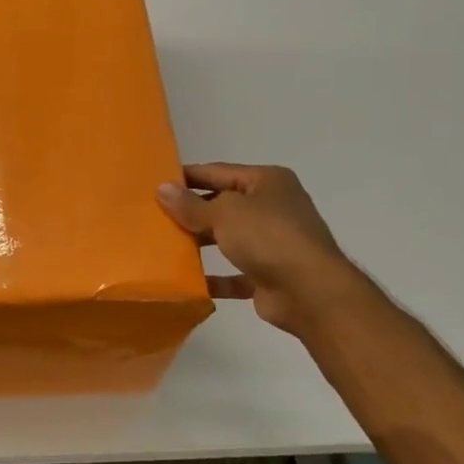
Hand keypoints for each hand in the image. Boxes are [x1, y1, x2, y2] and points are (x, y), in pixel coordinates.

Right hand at [156, 163, 347, 333]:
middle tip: (154, 216)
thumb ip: (191, 204)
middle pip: (223, 205)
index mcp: (267, 182)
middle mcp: (273, 207)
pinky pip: (234, 273)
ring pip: (228, 238)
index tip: (155, 183)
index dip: (187, 176)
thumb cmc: (268, 237)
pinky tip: (188, 281)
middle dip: (191, 211)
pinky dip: (214, 277)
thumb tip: (162, 188)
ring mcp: (273, 242)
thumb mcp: (224, 213)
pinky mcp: (269, 275)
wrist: (310, 292)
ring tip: (164, 246)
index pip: (218, 172)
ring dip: (200, 243)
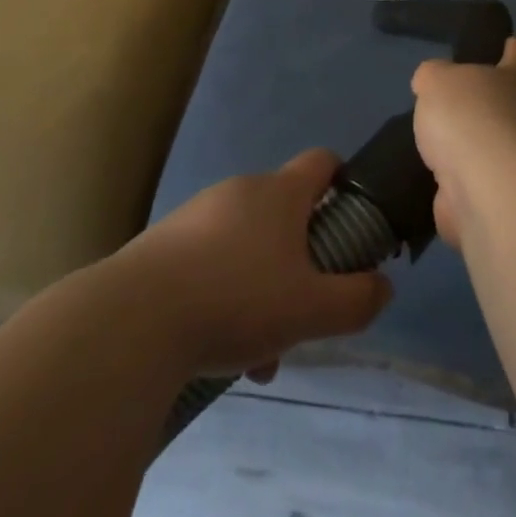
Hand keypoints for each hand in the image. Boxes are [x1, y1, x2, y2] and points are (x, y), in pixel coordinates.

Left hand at [128, 150, 392, 379]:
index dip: (343, 182)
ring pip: (248, 248)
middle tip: (302, 315)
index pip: (322, 160)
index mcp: (279, 192)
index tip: (350, 223)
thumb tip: (382, 286)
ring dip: (263, 292)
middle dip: (301, 265)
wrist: (133, 319)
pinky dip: (225, 297)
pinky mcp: (165, 243)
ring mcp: (198, 214)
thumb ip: (356, 300)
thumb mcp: (310, 310)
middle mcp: (240, 191)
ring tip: (257, 356)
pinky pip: (212, 263)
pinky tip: (218, 350)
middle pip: (286, 216)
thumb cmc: (236, 300)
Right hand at [412, 38, 515, 247]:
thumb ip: (433, 77)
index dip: (513, 52)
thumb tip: (431, 85)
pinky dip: (445, 186)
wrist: (480, 183)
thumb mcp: (437, 79)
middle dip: (478, 107)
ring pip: (479, 150)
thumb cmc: (465, 114)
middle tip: (447, 102)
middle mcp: (513, 122)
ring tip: (427, 142)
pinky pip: (460, 187)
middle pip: (498, 108)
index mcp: (507, 83)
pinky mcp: (482, 200)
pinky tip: (423, 180)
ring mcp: (500, 165)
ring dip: (460, 149)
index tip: (513, 44)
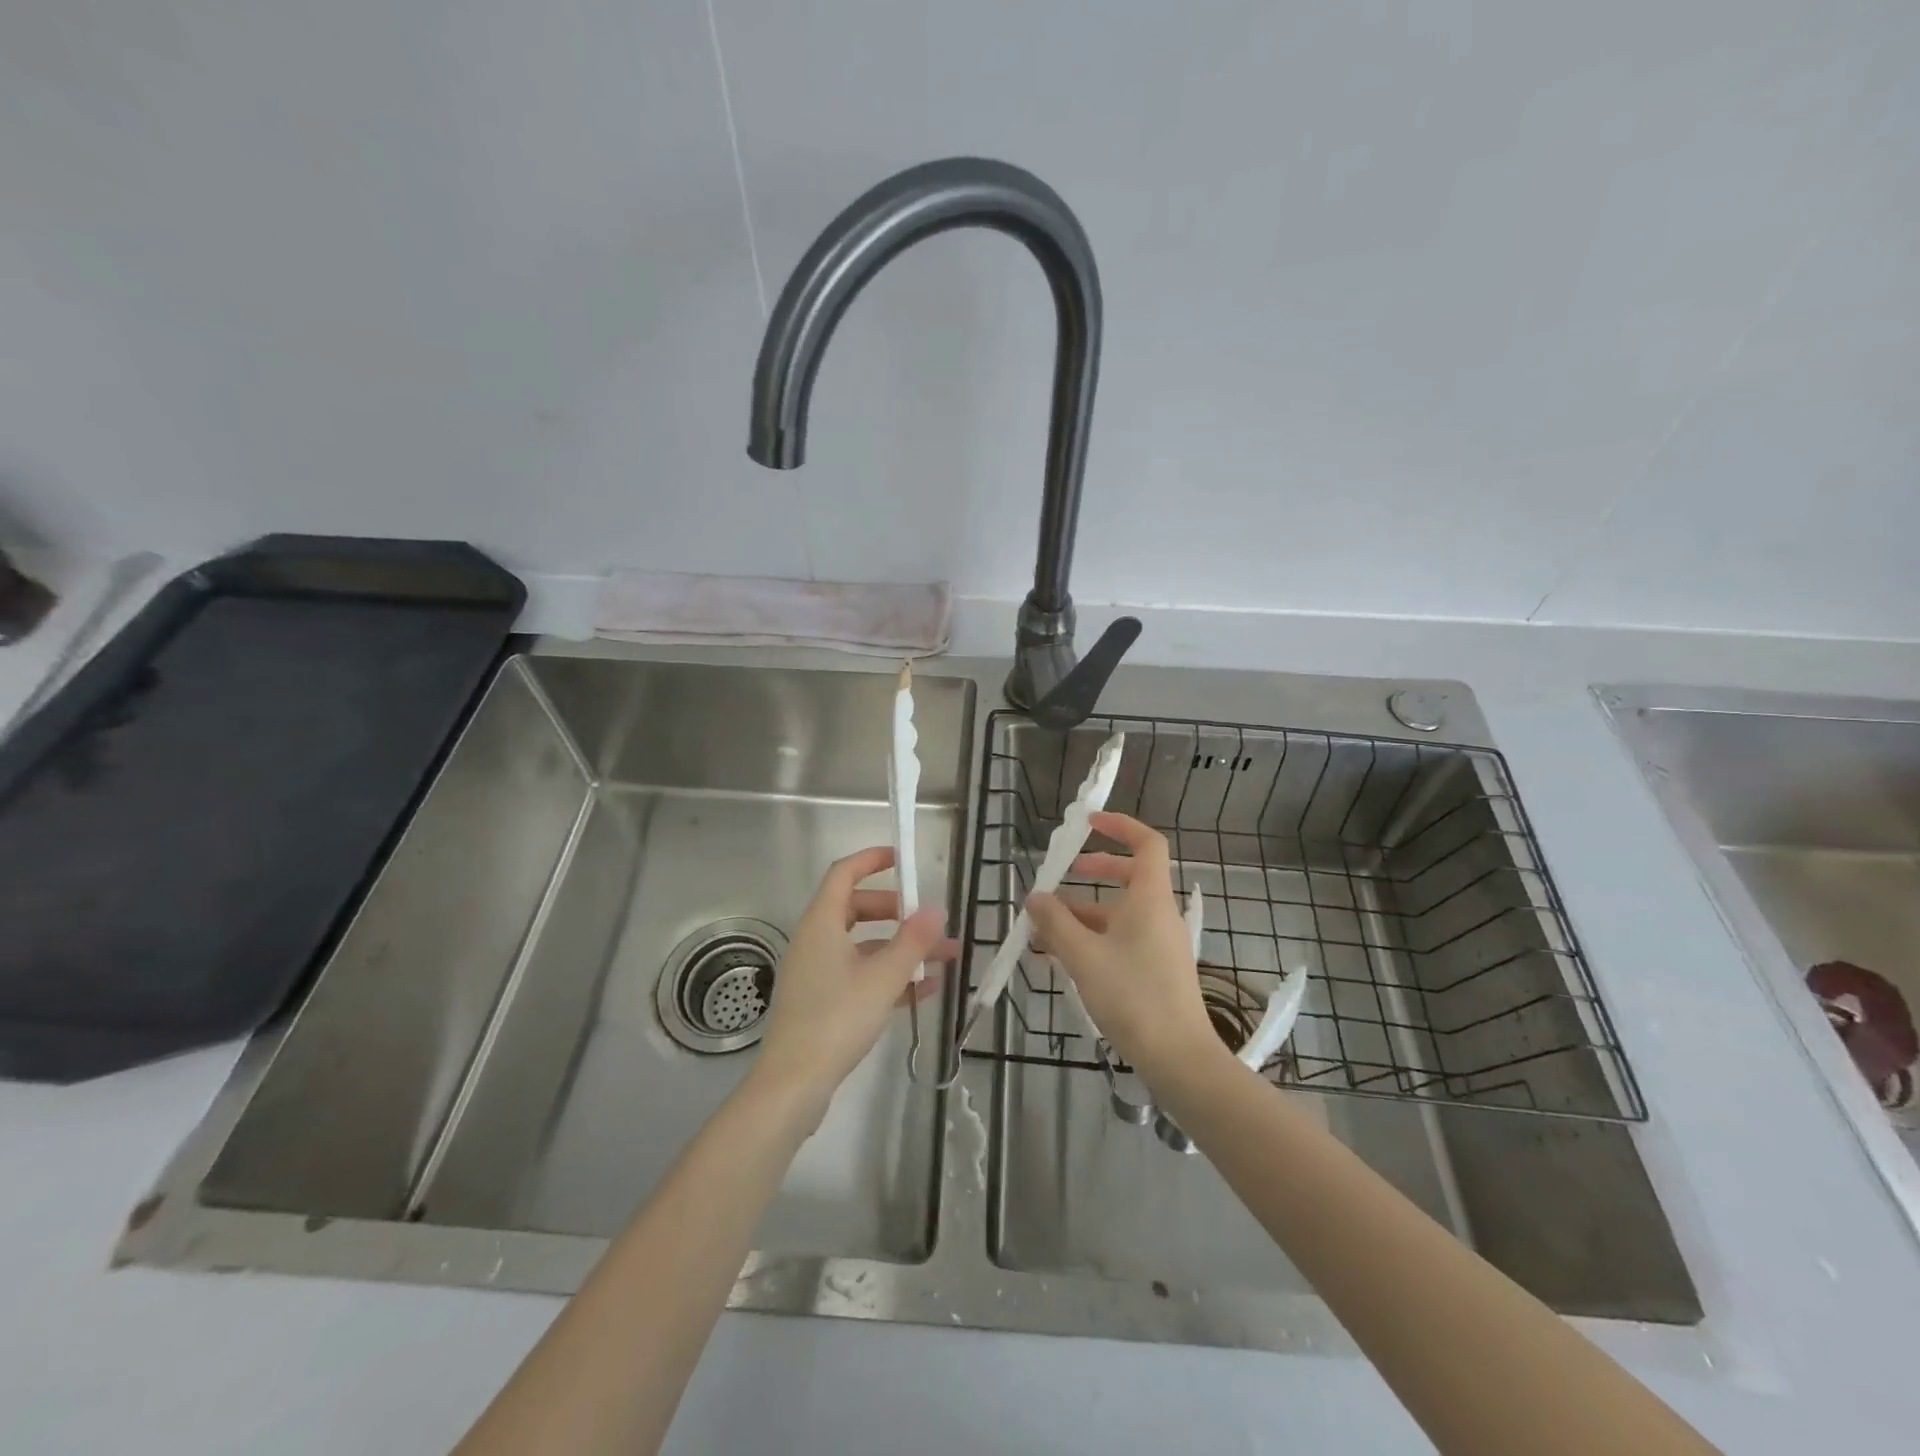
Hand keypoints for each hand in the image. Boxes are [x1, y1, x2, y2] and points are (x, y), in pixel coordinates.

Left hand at [753, 846, 955, 1114]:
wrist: (793, 1086)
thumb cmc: (836, 1019)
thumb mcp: (883, 977)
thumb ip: (912, 941)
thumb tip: (936, 908)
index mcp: (821, 924)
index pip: (844, 874)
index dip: (871, 860)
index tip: (902, 859)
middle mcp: (815, 941)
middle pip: (856, 909)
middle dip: (897, 912)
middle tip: (928, 920)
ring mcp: (817, 973)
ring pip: (863, 947)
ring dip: (901, 949)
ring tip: (945, 958)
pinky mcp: (822, 1003)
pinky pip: (860, 976)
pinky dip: (889, 976)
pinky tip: (925, 991)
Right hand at [1027, 812, 1224, 1085]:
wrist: (1180, 1059)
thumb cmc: (1133, 997)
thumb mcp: (1084, 957)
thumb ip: (1055, 924)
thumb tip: (1035, 897)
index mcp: (1149, 899)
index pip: (1148, 844)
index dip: (1120, 826)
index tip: (1089, 823)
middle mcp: (1158, 915)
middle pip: (1129, 877)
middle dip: (1093, 871)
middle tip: (1061, 875)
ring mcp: (1158, 944)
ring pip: (1118, 914)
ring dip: (1081, 915)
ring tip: (1042, 930)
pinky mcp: (1154, 970)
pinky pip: (1120, 940)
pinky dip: (1092, 940)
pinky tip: (1059, 959)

• _EXERCISE AIM_
Restate word for word the lines running from the first line of the material to the line containing "ring dip: (200, 243)", inclusive, and drop every picture.

• _ANSWER TO THIS EXERCISE_
Hand keypoints for each hand in the image. Boxes are [x1, y1, x2, y2] and points are (x, y), in pixel coordinates.

Right hand at [156, 163, 347, 333]:
middle tip: (154, 216)
thumb ip: (191, 204)
middle pip: (223, 205)
index mcp: (267, 182)
middle mcp: (273, 207)
pinky pip: (234, 273)
ring pip: (228, 238)
index tip: (155, 183)
index dip: (187, 176)
thumb cmc: (268, 237)
pinky tip: (188, 281)
middle dip: (191, 211)
pinky dip: (214, 277)
thumb tip: (162, 188)
ring mcp: (273, 242)
thumb mcp: (224, 213)
pinky mcp: (269, 275)
wrist: (310, 292)
ring tip: (164, 246)
index pip: (218, 172)
ring dip: (200, 243)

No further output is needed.